I love Thai curries. Spicy, fragrant, yum. Unfortunately, curries are always without a doubt high-fodmap and a no-go for us fructose malabsorbers. It mightn’t be obvious by looking at the dish itself, but hidden in the curry paste there’ll be the ‘fundamental’ additions of onion and garlic. When diagnosed with fructose malabsorption I was convinced I’d never be able to indulge in a curry again. Turns out, like most things, onion and garlic are definitely not fundamental to a perfectly satisfying curry. Thank goodness!I’m often asked what the most challenging thing about my diet is. Without a moment’s hesitation, I’m ranting about onion and garlic! Removing wheat has been pretty straight forward with the many substitutes and gluten free alternatives (especially in the lovely Melbourne). Removing lactose, likewise, has been pretty easy as there are so many alternatives and low-lactose dairy products. But removing damn onion and garlic is always the biggest challenge. It seems to creep into everything. Seriously, I can’t even tell you the amount of products and dishes that contain these two simple ingredients. Sauces, flavourings, marinades, dips, powders, you name it and it’s probably got some form of something oniony or garlicy in it.Previously, I cooked with heaps of both onion and garlic, and ditching them meant filling the void with something… anything! It took me awhile to get my head around the whole concept (like how to eat a steak sandwich without caramelised onion?) Well it’s not that hard, and it’s been all positive. I have since introduced SO many new and different flavours and ingredients into my cooking. I actually don’t miss onion or garlic at all – yep, this coming from a former roasted-garlic-smeared-on-bread kind of girl. I feel great and eat way more exciting foods. What more could I want!?

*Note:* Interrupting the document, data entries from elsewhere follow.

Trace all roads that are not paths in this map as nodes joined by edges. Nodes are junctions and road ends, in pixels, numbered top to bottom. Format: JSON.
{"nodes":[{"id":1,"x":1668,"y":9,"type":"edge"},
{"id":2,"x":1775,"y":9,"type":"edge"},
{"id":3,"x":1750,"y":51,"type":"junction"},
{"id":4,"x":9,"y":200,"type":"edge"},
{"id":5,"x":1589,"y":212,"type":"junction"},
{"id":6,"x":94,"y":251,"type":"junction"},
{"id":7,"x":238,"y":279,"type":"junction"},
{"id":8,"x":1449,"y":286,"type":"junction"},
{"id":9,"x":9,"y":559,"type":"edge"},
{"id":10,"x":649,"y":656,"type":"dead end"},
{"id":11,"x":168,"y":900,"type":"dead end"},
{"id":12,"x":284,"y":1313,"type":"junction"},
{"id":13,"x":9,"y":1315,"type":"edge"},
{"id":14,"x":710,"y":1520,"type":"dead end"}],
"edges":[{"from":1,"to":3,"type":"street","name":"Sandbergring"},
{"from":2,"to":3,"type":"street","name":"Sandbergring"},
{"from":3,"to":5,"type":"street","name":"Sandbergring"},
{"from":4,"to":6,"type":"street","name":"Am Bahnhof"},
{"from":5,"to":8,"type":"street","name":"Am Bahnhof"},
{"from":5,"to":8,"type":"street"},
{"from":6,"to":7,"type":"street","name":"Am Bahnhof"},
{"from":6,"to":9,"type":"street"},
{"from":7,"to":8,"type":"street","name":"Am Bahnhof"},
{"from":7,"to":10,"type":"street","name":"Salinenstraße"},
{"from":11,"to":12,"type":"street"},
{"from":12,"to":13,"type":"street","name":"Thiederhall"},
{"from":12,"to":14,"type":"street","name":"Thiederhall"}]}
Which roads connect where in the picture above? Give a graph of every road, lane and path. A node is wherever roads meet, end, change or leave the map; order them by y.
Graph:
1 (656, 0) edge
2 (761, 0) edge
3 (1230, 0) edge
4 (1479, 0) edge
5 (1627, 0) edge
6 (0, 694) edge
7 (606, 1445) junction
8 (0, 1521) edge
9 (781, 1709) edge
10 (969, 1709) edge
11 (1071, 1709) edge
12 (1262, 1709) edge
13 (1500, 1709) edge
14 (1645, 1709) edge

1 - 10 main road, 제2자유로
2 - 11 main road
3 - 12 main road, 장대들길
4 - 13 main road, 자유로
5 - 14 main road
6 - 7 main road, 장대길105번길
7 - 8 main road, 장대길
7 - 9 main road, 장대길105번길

So even though being strict with onion or garlic is a hard feat, it does get easier, I promise. Yes, eating out can be a nightmare, and to be honest sometimes quite nerve-wracking, but it can also be an amazing experience. When you receive food that someone else has prepared that you can actually eat, you are that much more appreciative.
Having said that…….. you won’t find a fodmap-friendly curry. Sorry if I got your hopes up there! But don’t fret – I’m about to share with you one of my favourite curry recipes to make up for it.
Unless you’re willing to give up flavour-packed curry dishes forever, or you know of any superstar chefs willing to whip you up an onion-free paste while you sit and wait for your order at a restaurant, then get busy in the kitchen ;)
To me a curry has to have warmth, fragrance and a super special kick. This curry I’m sharing with you ticks all the boxes. The truth is, this recipe is similar to other curry paste recipes, just omits onion and garlic. You would think this would change everything. It doesn’t. The flavours of ginger, lemongrass and chilli are as prominent as ever in this dish, and just shows you how delicious life still is.
The paste can be frozen in ¼ cup serves and used for a couple of meals – bonus!
Low FODMAP Thai Red Fish Curry
Thai Red Curry Paste
Makes ~1/2 cup
6 dry red chillies (adjust amount according to heat)
1 tsp ground cumin
1 tsp ground coriander
1 tsp paprika
4cm piece of fresh ginger
2 x 10cm pieces of fresh lemongrass
2 tbsp fresh coriander roots and leaves, chopped
2 tsp shrimp paste
Kaffir lime leave
Thai Red Fish Curry
1/4 cup Thai red curry paste
600mL coconut milk
2 tbsp fish sauce
2 kaffir leaves
1 sweet potato
1 zucchini, sliced
150g green beans, sliced
800g Rockling fish fillets, cut in chunks
Crushed toasted peanuts
To make the paste: Soak dry red chillies in boiling water, cover for 15 minutes. Dry fry spices til fragrant, and place in food processor. Place all other ingredients in food processor, along with the drained chillies. Blend til a paste has formed. Store in a jar in the fridge for up to a week or freeze in ¼ cup serves.
To make the curry: Prepare ingredients and place rice on to cook. Chop vegetables and fish into evenly sized pieces, toast peanuts in a fry pan, and set aside. Heat a drizzle of oil in a heavy saucepan on medium-high heat. Fry curry paste for a minute, until fragrant. Add coconut milk, fish sauce and kaffir leaves, and bring to the boil. Add sweet potato and reduce to simmer for 10 minutes. Add zucchini and beans, simmering for another 10 minutes. Add fish, and continue simmering until fish is cooked, 5-10 minutes. Serve with rice, toasted peanuts and fresh coriander.